Au sein de notre société, les enfants peuvent être soumis très tôt à divers types de pression : scolaire mais aussi familiale ou sociétale. De plus en plus d’enfants connaissent des situations qui peuvent être difficiles à gérer, comme le divorce ou la séparation de leurs parents. En outre, les activités extra-scolaires (le sport et les loisirs) peuvent s’avérer à double tranchant: d’un côté, elles permettent à l’enfant de développer certaines capacités et connaissance et d’être en contact avec le monde extérieur ; d’un autre côté, elles peuvent avoir un effet négatif si elles sont imposées, ou qu’elles développent un esprit de compétitivité accru et malsain source potentielle de stress. Enfin, il faut ajouter la fatigue due au rythme scolaire.

Il est donc nécessaire d’offrir aux enfants des lieux d’écoute où ils pourront aborder leurs problèmes quotidiens en petits groupes en compagnie d’un adulte. En outre l’école elle-même est bien souvent une cause de stress. C’est pourquoi il faut apaiser le rapport à l’école, ce qui passe non seulement par le changement de rythme, mais aussi par la transformation du système de notation (voir motion 2) et par la suppression de caméras de vidéo-surveillance qui ne sauraient remplacer l’humain. Des temps de relaxations au cours de la journée devraient être proposés.

G) Réaliser une étude nationale sur l’ergonomie du monde scolaire.
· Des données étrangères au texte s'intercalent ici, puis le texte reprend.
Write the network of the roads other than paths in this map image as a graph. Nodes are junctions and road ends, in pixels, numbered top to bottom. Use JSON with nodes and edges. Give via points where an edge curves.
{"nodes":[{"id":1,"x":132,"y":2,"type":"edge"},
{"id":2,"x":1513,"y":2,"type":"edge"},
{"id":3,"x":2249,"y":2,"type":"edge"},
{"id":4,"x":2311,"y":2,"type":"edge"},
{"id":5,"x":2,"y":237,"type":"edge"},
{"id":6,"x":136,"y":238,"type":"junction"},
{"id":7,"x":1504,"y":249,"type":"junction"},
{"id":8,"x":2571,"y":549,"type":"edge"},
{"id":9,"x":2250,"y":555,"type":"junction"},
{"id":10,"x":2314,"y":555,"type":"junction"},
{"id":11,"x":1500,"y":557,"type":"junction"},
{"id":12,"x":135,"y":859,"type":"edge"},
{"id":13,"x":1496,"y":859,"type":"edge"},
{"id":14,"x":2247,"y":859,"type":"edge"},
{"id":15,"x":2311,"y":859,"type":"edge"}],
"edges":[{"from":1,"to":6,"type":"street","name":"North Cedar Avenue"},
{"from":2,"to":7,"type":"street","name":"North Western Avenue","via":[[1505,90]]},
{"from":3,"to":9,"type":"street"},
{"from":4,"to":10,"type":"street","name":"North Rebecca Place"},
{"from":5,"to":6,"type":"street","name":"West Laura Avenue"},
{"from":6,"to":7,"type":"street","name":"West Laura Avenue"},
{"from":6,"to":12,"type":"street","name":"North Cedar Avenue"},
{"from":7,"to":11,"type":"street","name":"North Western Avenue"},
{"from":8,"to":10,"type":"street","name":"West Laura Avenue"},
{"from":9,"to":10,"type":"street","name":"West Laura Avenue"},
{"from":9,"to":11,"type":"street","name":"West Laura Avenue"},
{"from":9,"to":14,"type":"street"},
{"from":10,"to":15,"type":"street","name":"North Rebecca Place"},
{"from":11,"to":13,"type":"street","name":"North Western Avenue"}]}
Il est inconcevable de repenser l’ École, les méthodes d’enseignement et la vie scolaire sans parallèlement repenser le cadre de vie dans lequel les élèves évoluent et passent près d’un tiers de leur journée. Une étude nationale doit être menée sur l’ergonomie du monde scolaire (éclairages, aménagements des salles de classes, bien être architectural etc.). Cette étude amènera à la production d’un  »livre vert » de recommandations à destination des collectivités territoriales accessible à tous.